More

gighi · on June 29, 2017

OP here

That's correct, I should have included a chart explicitly measuring the I/O activity done by the two containers, but I can assure you there was literally no I/O activity, a dozen open files per second is a very negligible throughput. The bottleneck was solely in the cache.

pvg · on June 29, 2017

Yep, the old version of this was 'why is tar/find/rsync/etc hosing my server even when I've [io]niced it to hell'. Except now (as everything else) with containers!

gighi · on June 28, 2017

OP here

The solution is very simple: as mentioned in the article, just use a newer kernel and always set memory limits for containers, the blog post is based on an older kernel (2.6.32) that quite a few people irresponsibly still use in containerized environments, mostly because EL6 is so popular among enterprises.

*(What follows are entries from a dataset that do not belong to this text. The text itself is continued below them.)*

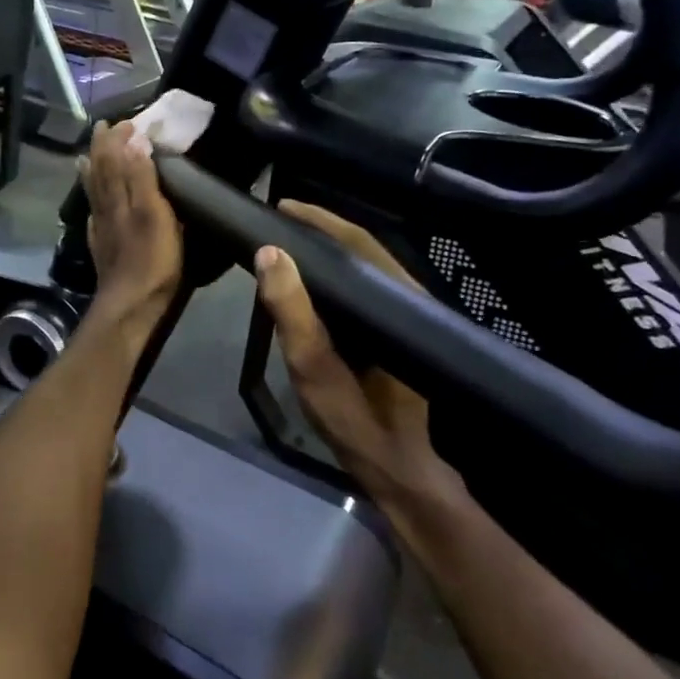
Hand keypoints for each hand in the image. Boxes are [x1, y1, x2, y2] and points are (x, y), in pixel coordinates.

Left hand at [81, 121, 182, 335]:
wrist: (131, 303)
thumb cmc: (152, 259)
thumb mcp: (155, 214)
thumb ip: (143, 178)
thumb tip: (134, 142)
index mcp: (121, 197)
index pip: (115, 159)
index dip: (118, 140)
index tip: (126, 121)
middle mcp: (107, 208)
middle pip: (100, 172)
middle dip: (101, 148)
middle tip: (102, 128)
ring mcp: (102, 228)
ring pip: (94, 192)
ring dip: (92, 170)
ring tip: (86, 155)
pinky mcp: (102, 246)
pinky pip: (94, 214)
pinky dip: (93, 201)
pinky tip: (93, 202)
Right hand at [254, 201, 467, 510]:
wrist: (399, 471)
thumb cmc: (357, 422)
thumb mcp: (315, 369)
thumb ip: (292, 312)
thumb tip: (270, 252)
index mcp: (397, 302)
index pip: (357, 242)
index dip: (319, 220)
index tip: (281, 207)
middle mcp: (409, 299)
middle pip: (364, 249)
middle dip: (321, 228)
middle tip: (278, 220)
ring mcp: (407, 316)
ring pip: (366, 266)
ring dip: (329, 249)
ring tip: (288, 240)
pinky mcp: (398, 332)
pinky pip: (366, 287)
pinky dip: (337, 273)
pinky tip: (311, 278)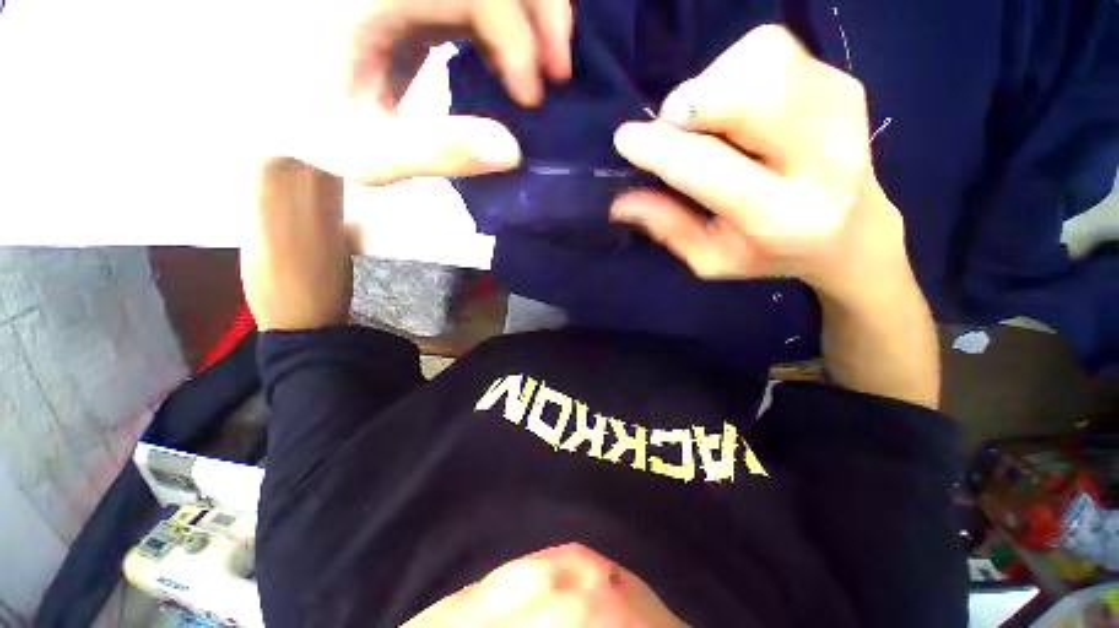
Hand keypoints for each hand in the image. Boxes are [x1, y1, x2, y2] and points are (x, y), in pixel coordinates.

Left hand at [261, 0, 572, 184]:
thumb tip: (512, 151)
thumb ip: (437, 153)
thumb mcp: (368, 153)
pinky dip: (514, 20)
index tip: (531, 100)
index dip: (517, 38)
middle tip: (560, 73)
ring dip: (536, 11)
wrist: (272, 88)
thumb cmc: (311, 122)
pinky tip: (519, 58)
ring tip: (549, 65)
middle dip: (543, 11)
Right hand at [610, 24, 907, 301]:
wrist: (852, 231)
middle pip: (749, 93)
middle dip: (690, 105)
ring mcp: (842, 110)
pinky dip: (736, 72)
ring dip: (712, 85)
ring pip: (760, 58)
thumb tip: (620, 202)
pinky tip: (739, 110)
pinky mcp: (845, 82)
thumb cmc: (769, 253)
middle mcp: (823, 159)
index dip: (662, 149)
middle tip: (674, 129)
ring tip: (710, 123)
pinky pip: (771, 49)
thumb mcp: (710, 259)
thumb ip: (668, 228)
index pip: (711, 170)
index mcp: (781, 218)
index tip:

In newer kernels, allocations from object pools are now tied to the limits of the memory cgroups that requested them in userspace, if any, so you wouldn't incur in this specific issue and you would just effectively have a container not being able to use more than X MB of dcache entries (although there are probably other minor ones, for example related to sharing global kernel mutexes and such).

deepsun · on June 29, 2017

I couldn't understand two things from the article:

1. If one of the two containers caused the issue, then the why you needed both of the containers to produce the issue? Why running just the offending one was not enough?

My guess is that "worker" container requested those non-existent files from a volume mounted by the other container, is it right?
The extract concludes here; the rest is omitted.